Da qui a novembre prevediamo un rumore di fondo sempre crescente e ci aspettiamo volatilità sui mercati con l’avanzare della campagna elettorale Usa. Ciononostante, il contesto geopolitico non influenzerà il nostro approccio di investimento bottom-up e non ci distrarrà dall’analisi macroeconomica che stiliamo su ogni Paese all’interno del nostro universo. Su questo fronte, la ripresa post-Covid è avviata. Le vendite di auto in Cina ad aprile sono salite del 4,4% anno su anno e ci si attende che crescano a doppia cifra in maggio. Le vendite di immobili ad aprile sono calate del 2,1% anno su anno in volume, tornando sostanzialmente sui livelli di un anno fa. Durante il Congresso nazionale del popolo è stato annunciato un pacchetto di stimoli fiscali da 4 trilioni di renminbi, portando così il totale del pacchetto finanziario a circa il 4% del Pil: una misura più o meno simile a quanto fatto durante la crisi finanziaria globale del 2009. Nel suo discorso di chiusura il premier Li Keqiang ha chiarito che bisognava aspettarsi uno stimolo monetario attraverso tagli dei tassi di interesse e un’accelerazione nella crescita del credito. Il governo centrale chiede alle grandi banche di concedere quest’anno alle piccole e medie imprese il 40% di prestiti in più rispetto all’anno scorso.
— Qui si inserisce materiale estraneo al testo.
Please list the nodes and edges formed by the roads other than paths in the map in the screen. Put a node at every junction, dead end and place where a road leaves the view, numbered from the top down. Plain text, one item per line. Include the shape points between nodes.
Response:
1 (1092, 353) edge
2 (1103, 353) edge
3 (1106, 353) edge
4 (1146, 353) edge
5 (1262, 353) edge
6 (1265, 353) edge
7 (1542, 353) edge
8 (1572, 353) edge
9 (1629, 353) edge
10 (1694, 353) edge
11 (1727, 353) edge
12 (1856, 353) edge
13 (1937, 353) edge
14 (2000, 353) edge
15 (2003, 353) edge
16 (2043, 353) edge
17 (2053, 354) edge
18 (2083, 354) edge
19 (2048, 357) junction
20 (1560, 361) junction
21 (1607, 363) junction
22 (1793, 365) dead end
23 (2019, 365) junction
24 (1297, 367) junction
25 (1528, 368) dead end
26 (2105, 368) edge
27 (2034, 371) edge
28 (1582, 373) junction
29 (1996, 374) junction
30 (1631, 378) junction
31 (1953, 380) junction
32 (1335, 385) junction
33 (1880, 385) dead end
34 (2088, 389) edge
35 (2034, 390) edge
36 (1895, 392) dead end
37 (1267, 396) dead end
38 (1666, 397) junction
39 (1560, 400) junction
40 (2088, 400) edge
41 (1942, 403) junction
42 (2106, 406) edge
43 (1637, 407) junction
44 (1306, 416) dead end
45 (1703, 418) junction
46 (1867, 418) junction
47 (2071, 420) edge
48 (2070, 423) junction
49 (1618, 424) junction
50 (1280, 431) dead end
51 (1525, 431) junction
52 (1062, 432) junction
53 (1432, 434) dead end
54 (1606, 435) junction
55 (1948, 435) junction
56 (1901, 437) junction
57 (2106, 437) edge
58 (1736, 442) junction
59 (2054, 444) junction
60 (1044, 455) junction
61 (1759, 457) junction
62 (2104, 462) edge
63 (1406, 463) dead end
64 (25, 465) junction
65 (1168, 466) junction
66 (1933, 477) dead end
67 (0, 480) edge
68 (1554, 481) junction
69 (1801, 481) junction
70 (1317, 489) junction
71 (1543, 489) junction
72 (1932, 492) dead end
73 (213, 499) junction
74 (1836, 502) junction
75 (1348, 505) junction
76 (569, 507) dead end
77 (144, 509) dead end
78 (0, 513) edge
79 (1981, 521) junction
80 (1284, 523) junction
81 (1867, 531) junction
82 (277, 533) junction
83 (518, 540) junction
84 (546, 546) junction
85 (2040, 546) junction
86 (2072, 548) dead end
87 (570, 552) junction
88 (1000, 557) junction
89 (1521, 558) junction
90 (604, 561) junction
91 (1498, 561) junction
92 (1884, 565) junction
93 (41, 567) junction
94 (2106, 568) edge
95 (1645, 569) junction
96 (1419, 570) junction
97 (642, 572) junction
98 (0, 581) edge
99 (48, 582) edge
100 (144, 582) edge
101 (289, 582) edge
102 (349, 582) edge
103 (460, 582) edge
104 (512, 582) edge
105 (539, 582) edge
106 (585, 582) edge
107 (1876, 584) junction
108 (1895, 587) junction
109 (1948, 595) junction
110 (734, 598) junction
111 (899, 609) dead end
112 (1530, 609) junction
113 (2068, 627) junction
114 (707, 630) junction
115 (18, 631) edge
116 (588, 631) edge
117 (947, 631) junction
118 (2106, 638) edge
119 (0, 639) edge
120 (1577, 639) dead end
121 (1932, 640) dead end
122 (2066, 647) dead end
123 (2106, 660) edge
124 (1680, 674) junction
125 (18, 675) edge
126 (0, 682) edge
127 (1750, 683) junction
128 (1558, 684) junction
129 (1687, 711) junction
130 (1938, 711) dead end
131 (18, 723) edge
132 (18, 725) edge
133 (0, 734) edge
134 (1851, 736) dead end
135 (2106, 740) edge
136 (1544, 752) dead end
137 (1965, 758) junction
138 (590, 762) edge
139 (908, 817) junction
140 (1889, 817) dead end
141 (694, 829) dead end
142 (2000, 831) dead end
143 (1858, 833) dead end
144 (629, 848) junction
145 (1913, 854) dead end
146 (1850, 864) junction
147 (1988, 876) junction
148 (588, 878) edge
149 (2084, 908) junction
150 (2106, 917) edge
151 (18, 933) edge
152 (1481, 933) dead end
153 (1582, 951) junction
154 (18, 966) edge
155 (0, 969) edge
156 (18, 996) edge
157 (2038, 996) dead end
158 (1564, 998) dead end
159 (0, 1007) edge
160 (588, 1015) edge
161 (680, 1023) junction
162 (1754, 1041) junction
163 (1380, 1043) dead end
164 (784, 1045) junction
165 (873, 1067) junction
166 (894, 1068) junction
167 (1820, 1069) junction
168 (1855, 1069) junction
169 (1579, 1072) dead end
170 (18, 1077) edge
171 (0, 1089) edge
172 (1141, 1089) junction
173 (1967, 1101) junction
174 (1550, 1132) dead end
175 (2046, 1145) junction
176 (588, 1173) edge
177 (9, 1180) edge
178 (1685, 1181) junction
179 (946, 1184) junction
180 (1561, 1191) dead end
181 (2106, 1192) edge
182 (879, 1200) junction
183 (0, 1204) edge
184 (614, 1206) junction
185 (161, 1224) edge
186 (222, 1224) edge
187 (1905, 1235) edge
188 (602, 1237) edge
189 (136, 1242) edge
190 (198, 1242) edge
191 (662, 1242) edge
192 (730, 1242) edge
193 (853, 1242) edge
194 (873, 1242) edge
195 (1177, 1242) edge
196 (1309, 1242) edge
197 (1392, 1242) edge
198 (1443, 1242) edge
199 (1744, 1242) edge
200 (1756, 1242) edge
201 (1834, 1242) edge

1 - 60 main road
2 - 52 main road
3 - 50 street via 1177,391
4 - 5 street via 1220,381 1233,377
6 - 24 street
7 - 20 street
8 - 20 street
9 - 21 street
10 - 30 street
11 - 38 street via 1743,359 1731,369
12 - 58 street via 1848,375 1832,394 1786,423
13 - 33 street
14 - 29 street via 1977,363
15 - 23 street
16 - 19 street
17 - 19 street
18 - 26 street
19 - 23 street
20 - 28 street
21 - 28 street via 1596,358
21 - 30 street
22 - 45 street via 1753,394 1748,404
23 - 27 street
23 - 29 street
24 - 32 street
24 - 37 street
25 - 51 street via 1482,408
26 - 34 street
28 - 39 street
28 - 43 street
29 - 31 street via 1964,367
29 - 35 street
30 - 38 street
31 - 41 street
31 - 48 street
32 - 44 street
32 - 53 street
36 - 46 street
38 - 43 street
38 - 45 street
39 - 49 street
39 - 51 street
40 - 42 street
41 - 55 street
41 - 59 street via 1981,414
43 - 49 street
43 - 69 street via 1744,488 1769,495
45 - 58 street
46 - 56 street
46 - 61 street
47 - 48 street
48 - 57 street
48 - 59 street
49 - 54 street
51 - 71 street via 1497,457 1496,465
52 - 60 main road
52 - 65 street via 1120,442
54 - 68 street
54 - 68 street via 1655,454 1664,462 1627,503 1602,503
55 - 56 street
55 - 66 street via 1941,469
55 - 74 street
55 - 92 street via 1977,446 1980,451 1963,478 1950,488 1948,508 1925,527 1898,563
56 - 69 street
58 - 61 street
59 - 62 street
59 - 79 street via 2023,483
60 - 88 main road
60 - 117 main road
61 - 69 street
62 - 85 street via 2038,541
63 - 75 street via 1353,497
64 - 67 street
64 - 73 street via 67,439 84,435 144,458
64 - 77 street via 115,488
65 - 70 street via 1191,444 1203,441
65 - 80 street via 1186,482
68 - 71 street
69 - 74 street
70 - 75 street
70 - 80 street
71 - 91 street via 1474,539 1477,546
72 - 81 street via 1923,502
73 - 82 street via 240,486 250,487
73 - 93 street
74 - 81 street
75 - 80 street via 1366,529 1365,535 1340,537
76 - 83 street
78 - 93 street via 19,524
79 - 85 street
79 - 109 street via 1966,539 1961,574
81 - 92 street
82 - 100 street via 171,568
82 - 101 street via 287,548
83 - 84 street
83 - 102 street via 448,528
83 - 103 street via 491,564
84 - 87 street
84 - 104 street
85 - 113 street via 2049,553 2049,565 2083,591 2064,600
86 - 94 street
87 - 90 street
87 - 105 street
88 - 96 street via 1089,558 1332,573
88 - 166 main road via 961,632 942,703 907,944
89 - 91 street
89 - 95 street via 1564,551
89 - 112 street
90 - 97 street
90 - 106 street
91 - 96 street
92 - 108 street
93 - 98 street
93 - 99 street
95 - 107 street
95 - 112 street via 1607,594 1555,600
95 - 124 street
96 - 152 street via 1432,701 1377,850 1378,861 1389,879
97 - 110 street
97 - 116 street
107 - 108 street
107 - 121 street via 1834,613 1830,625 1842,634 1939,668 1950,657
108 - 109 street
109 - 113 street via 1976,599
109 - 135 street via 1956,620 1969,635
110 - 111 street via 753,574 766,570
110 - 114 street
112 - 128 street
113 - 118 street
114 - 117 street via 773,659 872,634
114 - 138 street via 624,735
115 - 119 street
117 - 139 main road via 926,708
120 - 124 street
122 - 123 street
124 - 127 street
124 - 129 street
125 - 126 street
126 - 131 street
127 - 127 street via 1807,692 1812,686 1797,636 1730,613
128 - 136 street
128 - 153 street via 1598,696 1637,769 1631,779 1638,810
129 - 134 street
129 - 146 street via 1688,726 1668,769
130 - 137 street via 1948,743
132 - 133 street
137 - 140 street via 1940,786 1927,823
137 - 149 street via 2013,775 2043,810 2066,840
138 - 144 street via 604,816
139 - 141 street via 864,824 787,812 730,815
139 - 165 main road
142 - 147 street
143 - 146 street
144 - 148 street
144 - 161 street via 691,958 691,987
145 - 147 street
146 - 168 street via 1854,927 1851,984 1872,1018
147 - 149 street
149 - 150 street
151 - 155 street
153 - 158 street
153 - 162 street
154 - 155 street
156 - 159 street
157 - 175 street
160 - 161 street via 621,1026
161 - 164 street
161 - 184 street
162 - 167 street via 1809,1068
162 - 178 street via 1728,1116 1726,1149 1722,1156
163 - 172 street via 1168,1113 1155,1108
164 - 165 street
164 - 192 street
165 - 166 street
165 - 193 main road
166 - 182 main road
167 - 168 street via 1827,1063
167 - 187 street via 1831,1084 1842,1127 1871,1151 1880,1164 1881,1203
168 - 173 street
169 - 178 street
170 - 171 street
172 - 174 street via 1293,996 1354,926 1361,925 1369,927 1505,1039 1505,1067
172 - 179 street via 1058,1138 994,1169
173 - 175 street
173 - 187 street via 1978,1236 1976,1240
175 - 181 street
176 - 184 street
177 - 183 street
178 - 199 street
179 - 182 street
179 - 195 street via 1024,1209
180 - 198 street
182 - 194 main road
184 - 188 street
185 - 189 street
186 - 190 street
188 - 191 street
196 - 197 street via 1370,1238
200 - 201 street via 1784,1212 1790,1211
Al di fuori della Cina, a maggio abbiamo visto tagli nei tassi d’interesse di 25 punti base in Corea (fino allo 0,50%) e di 40 punti base in India (fino al 4%). Siamo rimasti sorpresi dalla decisione della banca centrale indonesiana di mantenere i tassi di interesse al 4,5% nonostante l’impatto che Covid-19 sta avendo sull’economia. Forse è stato questo il motivo del forte rimbalzo della rupia. La valuta ha guadagnato il 3,3% contro il dollaro Usa a maggio, portando il suo guadagno negli ultimi due mesi al 10,7%.